Cees de Groot wrote:
The only thing that's not neat about E is that it sits on top of Java and has a shitty development environment, so it's time to rob their ideas and transport them to Squeak ;-).
I just wanted to endorse this thought, and to make it clear that the E community, myself included, would be very eager to see progress in this direction, and can probably help. We're primarily interested in seeing the ideas succeed, rather than E per se. On the erights site, we regularly endorse "competitors" that seem to be getting things right. So please "rob" away!
After seeing Lex Spoon's ( http://minnow.cc.gatech.edu/squeak/2074 & http://www.cc.gatech.edu/~lex/7431/term.ps ) and Rob Wither's ( http://minnow.cc.gatech.edu/squeak/2410 ) efforts in this regard, I extended the E history page ( http://www.erights.org/history/overview.html ) with my hope for these efforts. If it doesn't offend anyone, I've given this pair of efforts the unauthorized name "Squeak-E".
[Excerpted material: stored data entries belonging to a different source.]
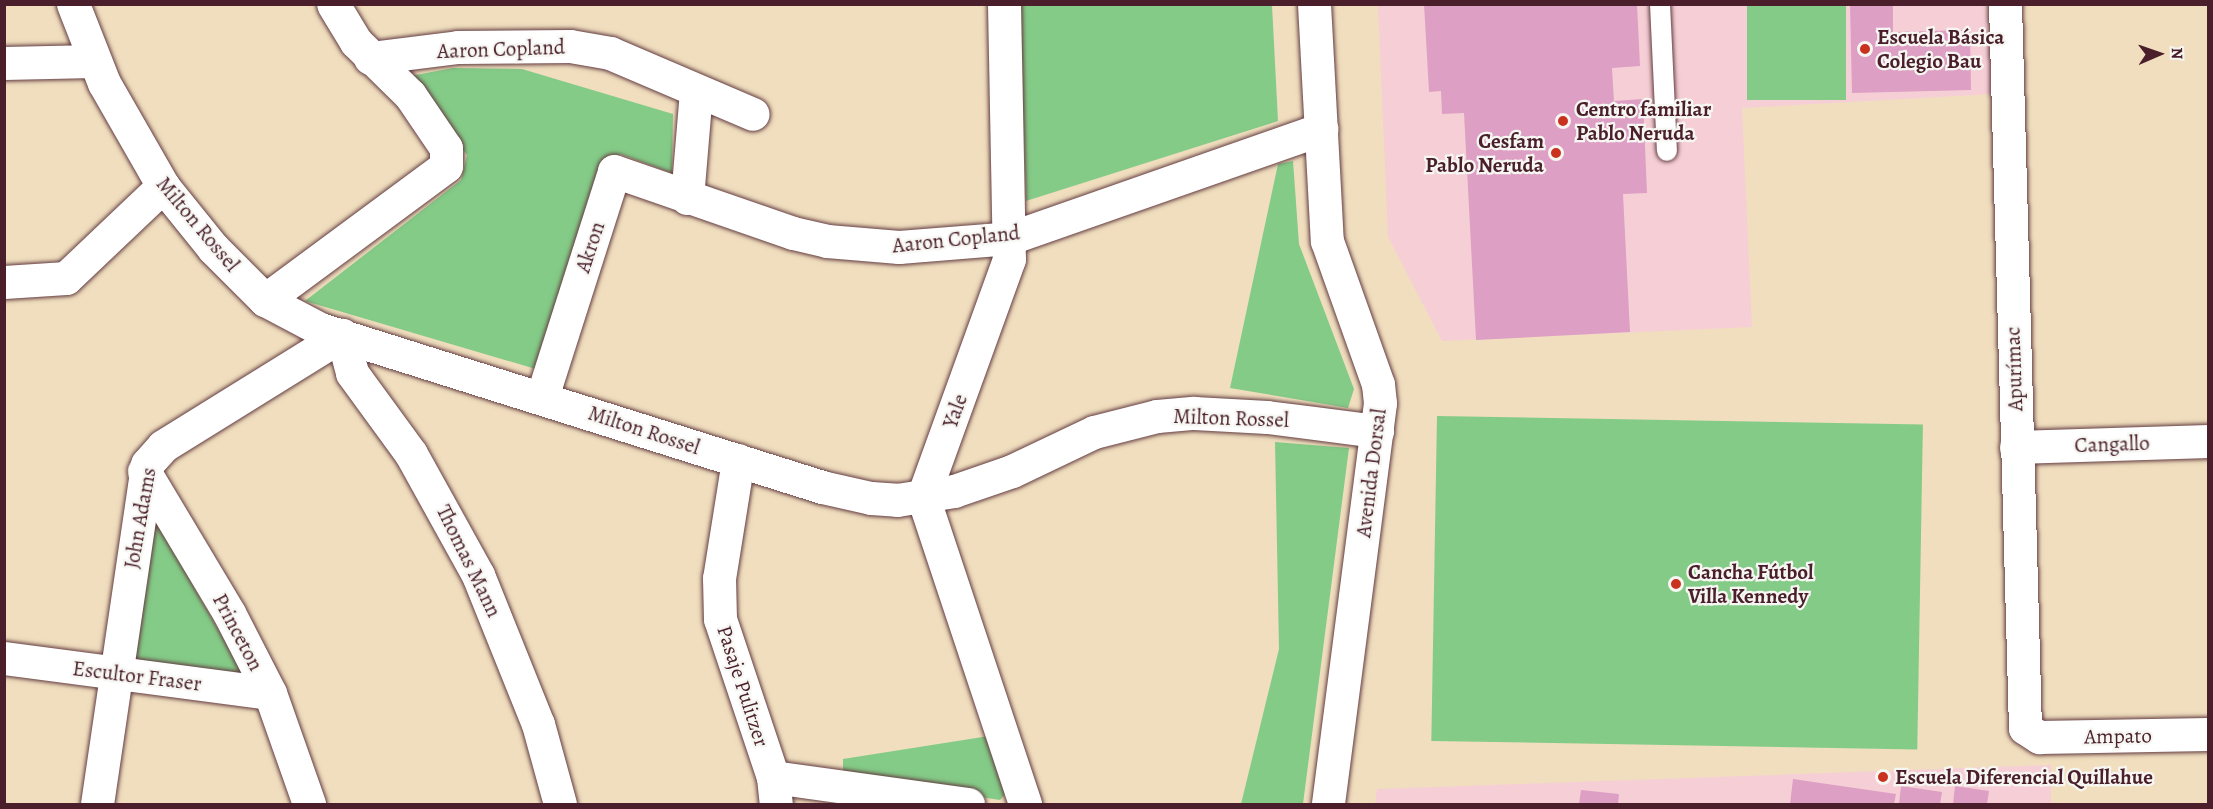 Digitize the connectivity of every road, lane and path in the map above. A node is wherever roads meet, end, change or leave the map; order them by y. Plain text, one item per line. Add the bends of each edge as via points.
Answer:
1 (73, 4) edge
2 (333, 4) edge
3 (1004, 4) edge
4 (1314, 4) edge
5 (1660, 4) edge
6 (2005, 4) edge
7 (370, 58) junction
8 (94, 61) junction
9 (4, 63) edge
10 (696, 91) junction
11 (753, 114) dead end
12 (1321, 129) junction
13 (1667, 151) dead end
14 (163, 186) junction
15 (687, 198) junction
16 (1010, 238) junction
17 (4, 282) edge
18 (265, 300) junction
19 (342, 335) junction
20 (542, 397) junction
21 (1377, 431) junction
22 (2208, 441) edge
23 (2016, 447) junction
24 (738, 460) junction
25 (144, 471) junction
26 (923, 497) junction
27 (4, 658) edge
28 (116, 673) junction
29 (270, 693) junction
30 (2029, 733) joint
31 (2208, 734) edge
32 (774, 791) edge
33 (97, 804) edge
34 (309, 804) edge
35 (560, 804) edge
36 (968, 804) edge
37 (1025, 804) edge
38 (1328, 804) edge

1 - 8 street, Milton Rossel
2 - 7 street
3 - 16 street, Yale
4 - 12 street, Avenida Dorsal
5 - 13 lane
6 - 23 street, Apurímac
7 - 10 street, Aaron Copland via 458,47 570,46 610,53
7 - 18 street via 410,94 446,148 446,166
8 - 9 street
8 - 14 street, Milton Rossel via 121,117
10 - 11 street, Aaron Copland
10 - 15 street
12 - 16 street, Aaron Copland
12 - 21 street, Avenida Dorsal via 1327,241 1378,384
14 - 17 street via 66,278
14 - 18 street, Milton Rossel via 213,248
15 - 16 street, Aaron Copland via 793,233 862,246 900,247
15 - 20 street, Akron via 614,171
16 - 26 street, Yale via 1003,281
18 - 19 street, Milton Rossel via 300,322
19 - 20 street, Milton Rossel
19 - 25 street, John Adams via 163,446
19 - 35 street, Thomas Mann via 352,373 411,454 474,566 538,724
20 - 24 street, Milton Rossel
21 - 26 street, Milton Rossel via 1258,416 1194,413 1157,417 1094,432 985,482
21 - 38 street, Avenida Dorsal
22 - 23 street, Cangallo
23 - 30 street, Apurímac via 2024,723
24 - 26 street, Milton Rossel via 847,494 897,500
24 - 32 street, Pasaje Pulitzer via 719,578 720,619
25 - 28 street, John Adams
25 - 29 street, Princeton via 229,613
26 - 37 street
27 - 28 street, Escultor Fraser
28 - 29 street, Escultor Fraser
28 - 33 street, John Adams
29 - 34 street, Princeton
30 - 31 street, Ampato via 2039,737
32 - 36 street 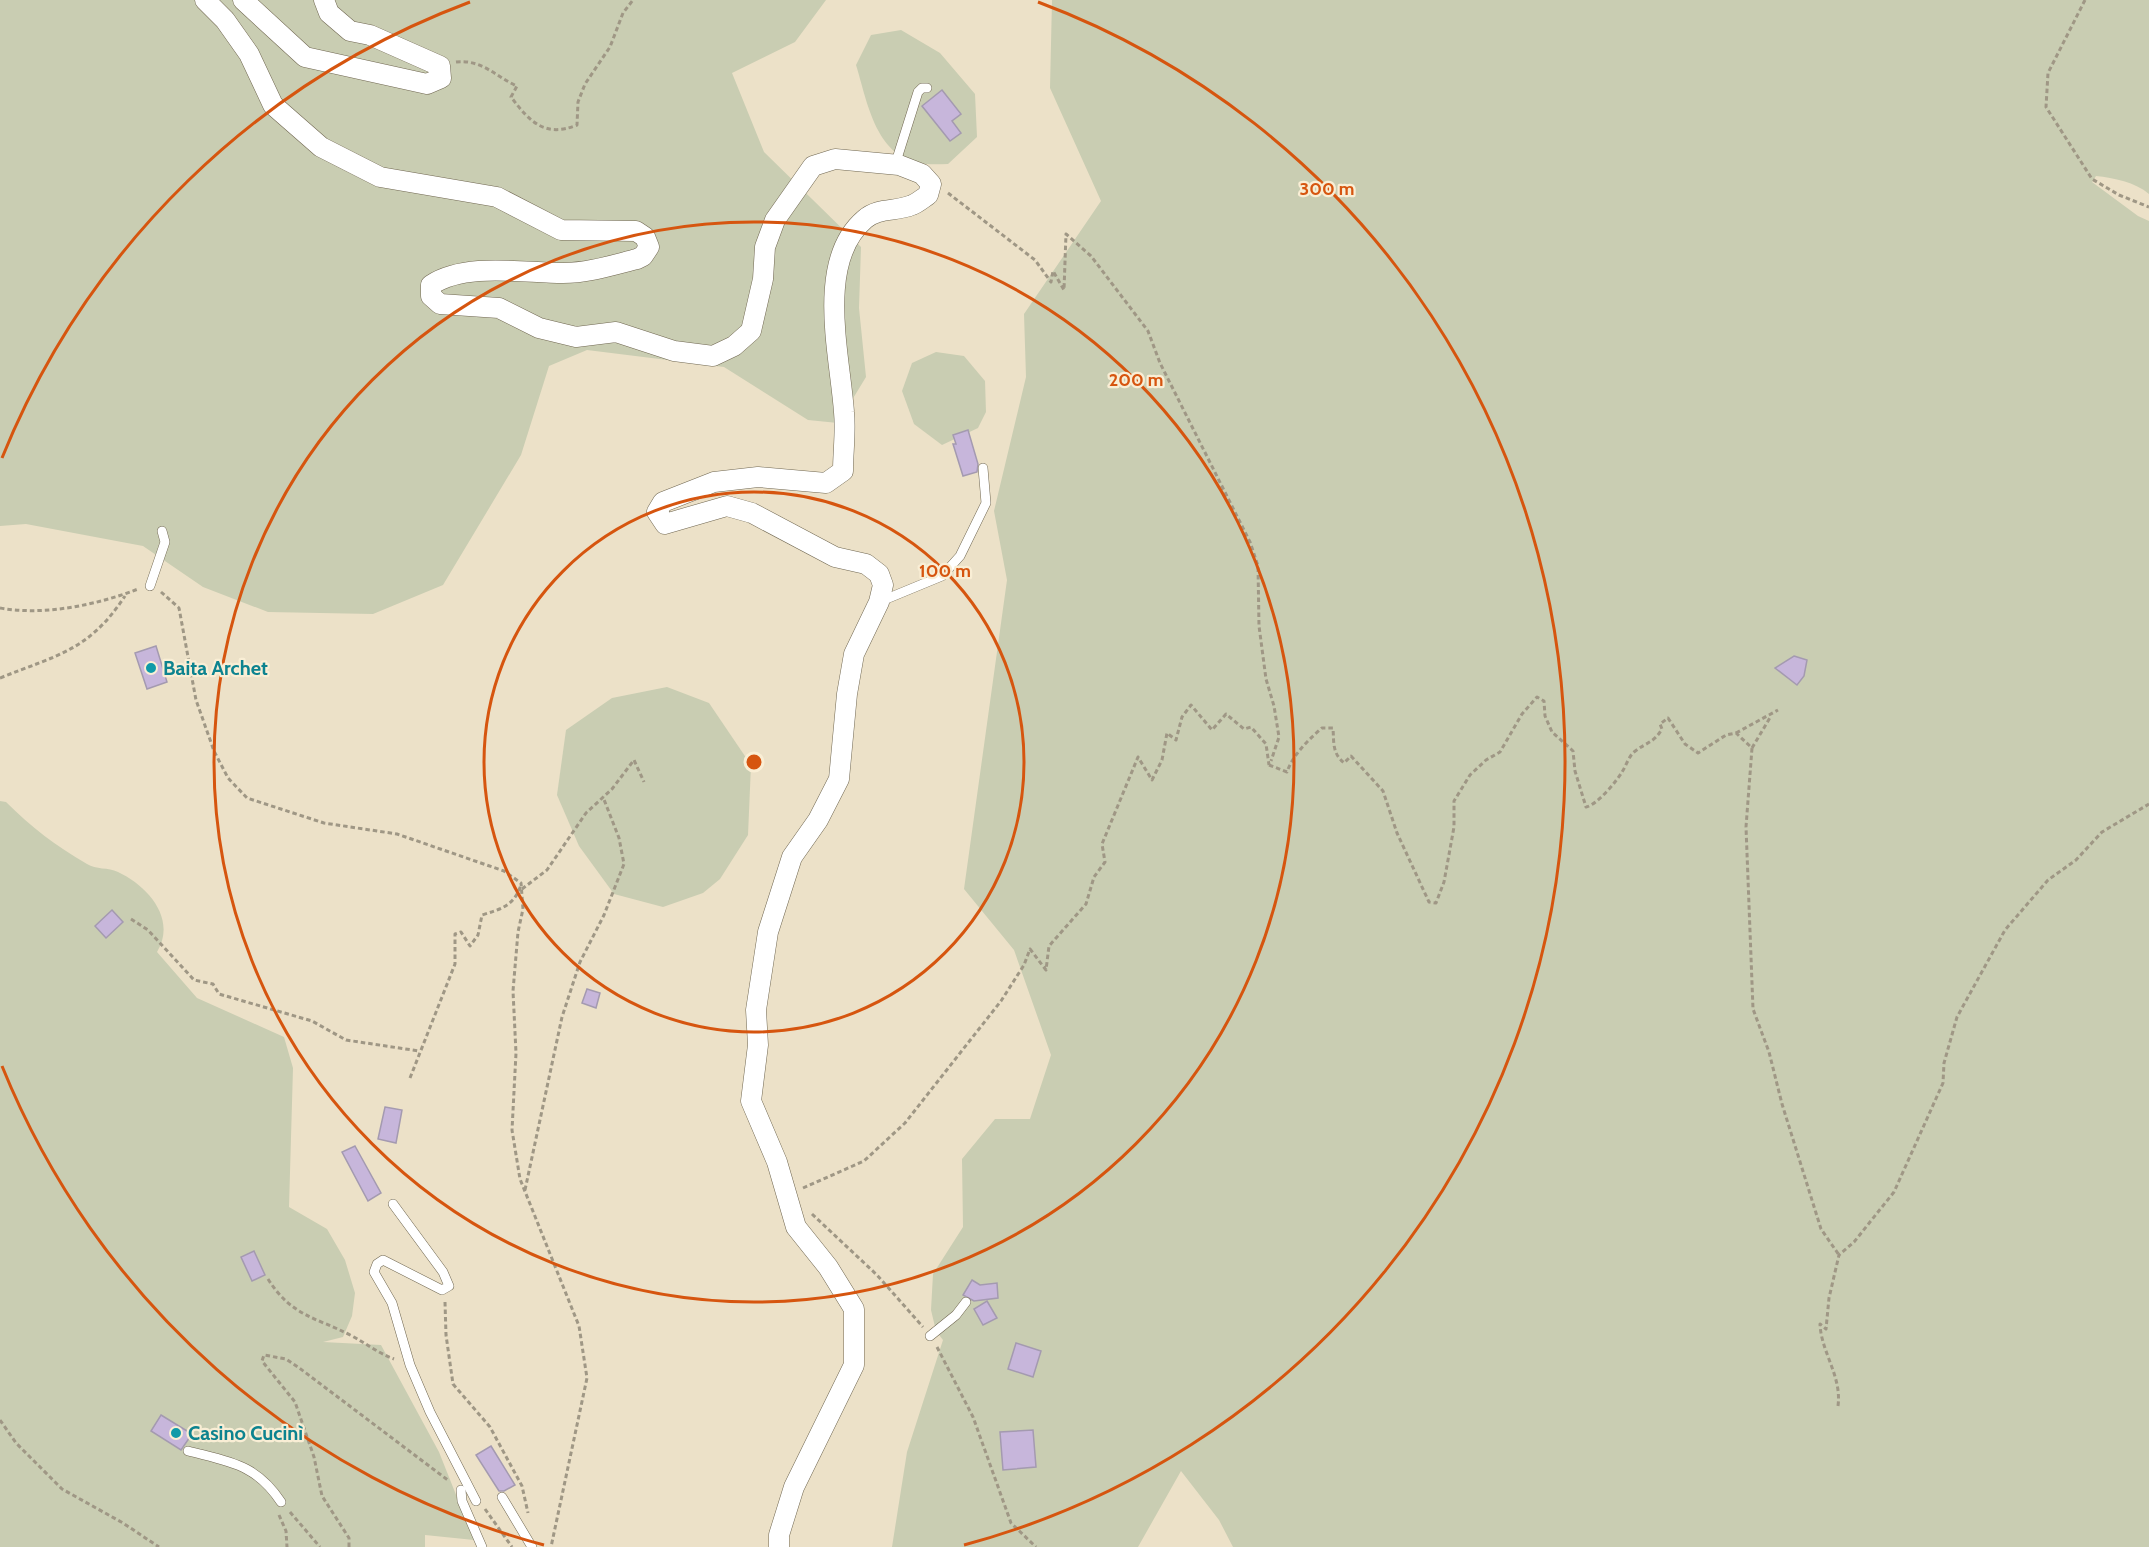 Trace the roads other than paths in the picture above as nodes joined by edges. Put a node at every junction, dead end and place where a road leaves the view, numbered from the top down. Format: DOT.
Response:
graph roads {
  1 [pos="204,0"];
  2 [pos="243,0"];
  3 [pos="324,0"];
  4 [pos="927,88"];
  5 [pos="895,165"];
  6 [pos="983,468"];
  7 [pos="162,531"];
  8 [pos="150,586"];
  9 [pos="879,602"];
  10 [pos="393,1204"];
  11 [pos="966,1302"];
  12 [pos="930,1336"];
  13 [pos="188,1451"];
  14 [pos="461,1490"];
  15 [pos="502,1497"];
  16 [pos="476,1501"];
  17 [pos="281,1502"];
  18 [pos="482,1547"];
  19 [pos="532,1547"];
  20 [pos="779,1547"];
  1 -- 5 [label="street"];
  2 -- 3 [label="street"];
  4 -- 5 [label="lane"];
  5 -- 9 [label="street"];
  6 -- 9 [label="lane"];
  7 -- 8 [label="lane"];
  9 -- 20 [label="street"];
  10 -- 16 [label="lane"];
  11 -- 12 [label="lane"];
  13 -- 17 [label="lane"];
  14 -- 18 [label="lane"];
  15 -- 19 [label="lane"];
}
On the e-lang list ( http://www.eros-os.org/mailman/listinfo/e-lang ) Rob Withers has been discussing with us where to go from here. Those of you interested in joining the discussion are most welcome.
---------------------------------------- Text by me above is hereby placed in the public domain
Cheers, --MarkM
Mark S. Miller markm@caplet.com said:
On the erights site, we regularly endorse "competitors" that seem to be getting things right. So please "rob" away!
Thanks :-). I'm subscribing to the mailing list, but just to fill me in: is there any work on making sure that vats from multiple languages can communicate? That'd be really neat...
At 08:46 AM 4/30/2002 Tuesday, Cees de Groot wrote:
Thanks :-). I'm subscribing to the mailing list,
Glad to have you aboard! I'm cross-posting this message to both lists, but let's continue the discussion on e-lang.
but just to fill me in: is there any work on making sure that vats from multiple languages can communicate? That'd be really neat...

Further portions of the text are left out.